La señora Isabel me trae todos los días leche recién ordeñada de sus dos vacas, unos animales formidables a los que trata y cuida como a queridas mascotas. Cuando la recojo está aún tibia. Y después de hervirla queda flotando una nata maravillosa, fantástica para hacer postres. Los huevos son de gallinas felices, esas que aún corretean por la calle y escarban en las cunetas. Y el pescado lo compro en la cofradía, recién capturado con viejas técnicas artesanales. Por no hablar del queso de cabra que hace Felipa, uno de los mejores del mundo.
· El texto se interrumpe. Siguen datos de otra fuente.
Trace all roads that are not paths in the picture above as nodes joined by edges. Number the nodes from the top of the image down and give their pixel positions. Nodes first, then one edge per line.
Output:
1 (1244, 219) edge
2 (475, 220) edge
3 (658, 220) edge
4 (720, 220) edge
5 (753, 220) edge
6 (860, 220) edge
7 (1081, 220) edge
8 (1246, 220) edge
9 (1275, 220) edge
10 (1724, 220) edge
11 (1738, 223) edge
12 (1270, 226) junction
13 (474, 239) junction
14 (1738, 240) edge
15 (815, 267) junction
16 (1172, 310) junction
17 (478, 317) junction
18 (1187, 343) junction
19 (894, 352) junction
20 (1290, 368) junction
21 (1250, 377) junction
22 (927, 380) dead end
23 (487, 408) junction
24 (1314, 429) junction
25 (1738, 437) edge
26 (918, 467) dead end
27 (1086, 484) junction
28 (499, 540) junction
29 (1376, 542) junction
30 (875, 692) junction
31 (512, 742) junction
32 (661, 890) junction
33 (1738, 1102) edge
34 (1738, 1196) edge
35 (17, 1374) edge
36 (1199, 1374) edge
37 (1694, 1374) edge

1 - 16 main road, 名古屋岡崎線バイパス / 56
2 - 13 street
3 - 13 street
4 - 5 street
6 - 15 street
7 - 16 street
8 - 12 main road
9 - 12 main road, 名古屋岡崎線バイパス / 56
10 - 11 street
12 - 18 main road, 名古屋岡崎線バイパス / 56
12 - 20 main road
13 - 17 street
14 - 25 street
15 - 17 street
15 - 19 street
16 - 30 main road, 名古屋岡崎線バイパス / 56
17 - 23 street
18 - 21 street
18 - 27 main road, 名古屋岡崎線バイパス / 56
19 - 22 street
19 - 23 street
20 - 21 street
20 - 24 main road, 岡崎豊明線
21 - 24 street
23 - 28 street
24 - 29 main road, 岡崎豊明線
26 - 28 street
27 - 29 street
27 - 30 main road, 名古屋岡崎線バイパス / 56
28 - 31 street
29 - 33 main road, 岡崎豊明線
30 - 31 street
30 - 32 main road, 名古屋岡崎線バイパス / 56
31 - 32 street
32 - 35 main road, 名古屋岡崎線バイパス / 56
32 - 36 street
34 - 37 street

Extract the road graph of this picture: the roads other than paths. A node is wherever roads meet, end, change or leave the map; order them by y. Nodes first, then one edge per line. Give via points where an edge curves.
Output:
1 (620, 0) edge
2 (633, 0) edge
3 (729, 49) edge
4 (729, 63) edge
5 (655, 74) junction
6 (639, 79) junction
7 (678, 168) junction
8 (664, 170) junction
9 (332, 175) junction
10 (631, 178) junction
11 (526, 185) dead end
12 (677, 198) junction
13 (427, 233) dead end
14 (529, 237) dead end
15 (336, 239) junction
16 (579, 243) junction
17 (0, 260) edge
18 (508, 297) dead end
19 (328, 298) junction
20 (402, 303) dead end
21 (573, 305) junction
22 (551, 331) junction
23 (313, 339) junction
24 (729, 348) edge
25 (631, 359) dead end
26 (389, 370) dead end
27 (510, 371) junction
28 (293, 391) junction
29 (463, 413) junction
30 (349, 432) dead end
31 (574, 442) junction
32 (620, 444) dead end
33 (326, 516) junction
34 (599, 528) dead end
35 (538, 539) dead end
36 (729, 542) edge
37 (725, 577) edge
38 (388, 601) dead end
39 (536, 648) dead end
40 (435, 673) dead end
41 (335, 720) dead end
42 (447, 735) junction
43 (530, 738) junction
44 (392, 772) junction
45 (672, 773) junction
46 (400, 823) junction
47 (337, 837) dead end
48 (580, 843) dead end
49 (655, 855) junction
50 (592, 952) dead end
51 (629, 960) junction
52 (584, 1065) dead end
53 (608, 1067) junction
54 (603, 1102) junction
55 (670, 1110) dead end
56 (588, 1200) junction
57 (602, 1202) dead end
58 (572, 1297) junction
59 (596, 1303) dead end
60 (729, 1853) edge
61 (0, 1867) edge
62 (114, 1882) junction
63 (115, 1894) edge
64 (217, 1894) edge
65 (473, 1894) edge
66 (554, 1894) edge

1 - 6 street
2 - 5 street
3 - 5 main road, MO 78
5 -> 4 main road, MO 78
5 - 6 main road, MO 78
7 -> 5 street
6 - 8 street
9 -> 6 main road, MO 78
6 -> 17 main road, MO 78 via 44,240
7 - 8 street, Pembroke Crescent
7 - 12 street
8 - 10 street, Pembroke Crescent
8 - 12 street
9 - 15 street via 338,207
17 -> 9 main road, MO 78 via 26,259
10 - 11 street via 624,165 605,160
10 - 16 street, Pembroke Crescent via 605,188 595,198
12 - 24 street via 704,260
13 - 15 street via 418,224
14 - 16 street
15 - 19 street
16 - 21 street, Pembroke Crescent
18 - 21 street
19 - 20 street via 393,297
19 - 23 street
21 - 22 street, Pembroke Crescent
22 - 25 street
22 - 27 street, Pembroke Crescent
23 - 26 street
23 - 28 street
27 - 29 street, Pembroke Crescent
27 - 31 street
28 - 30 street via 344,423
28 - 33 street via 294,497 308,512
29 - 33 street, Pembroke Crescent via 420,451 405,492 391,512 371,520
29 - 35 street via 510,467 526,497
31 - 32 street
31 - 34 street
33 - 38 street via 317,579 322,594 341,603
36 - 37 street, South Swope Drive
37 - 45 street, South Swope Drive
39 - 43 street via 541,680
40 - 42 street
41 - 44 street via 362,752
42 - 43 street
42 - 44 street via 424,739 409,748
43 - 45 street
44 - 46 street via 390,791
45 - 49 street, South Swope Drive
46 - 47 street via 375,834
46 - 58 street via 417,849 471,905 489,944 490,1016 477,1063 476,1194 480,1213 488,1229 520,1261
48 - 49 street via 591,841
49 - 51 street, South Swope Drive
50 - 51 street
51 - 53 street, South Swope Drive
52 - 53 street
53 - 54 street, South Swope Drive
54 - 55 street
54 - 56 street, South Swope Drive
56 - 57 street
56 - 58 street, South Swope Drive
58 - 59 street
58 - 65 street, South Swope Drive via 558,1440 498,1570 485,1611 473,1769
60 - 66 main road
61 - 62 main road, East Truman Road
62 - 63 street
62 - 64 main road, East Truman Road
Alarmados por nuestro desmedido impacto ambiental, cada vez somos más los que nos preocupamos por elegir productos de cercanía y de temporada, a ser posible ecológicos y mejor aún de razas y variedades autóctonas, las nuestras. Menos transporte significa menos consumo de combustibles fósiles, menos contaminación, pero también menos intermediarios. Un comercio más justo donde el productor recibe el dinero que vale lo que nos vende, con el reconocimiento del consumidor a su trabajo como inmejorable pago añadido.

Desgraciadamente, lo normal es lo contrario. En el mercado los productos vienen del otro extremo del planeta. Según un estudio de Amigos de la Tierra, los alimentos importados por España recorren más de 5.000 kilómetros hasta llegar a nuestra mesa. Ello supone la emisión anual de 4,7 millones de toneladas de CO2, un 67 % más que en 1995. Los productos más viajeros son cereales y piensos, pescados y mariscos, café, cacao y especias, frutas y legumbres. Vamos, casi todos.

Muy viajados, es verdad, pero yo prefiero la comida sin marear.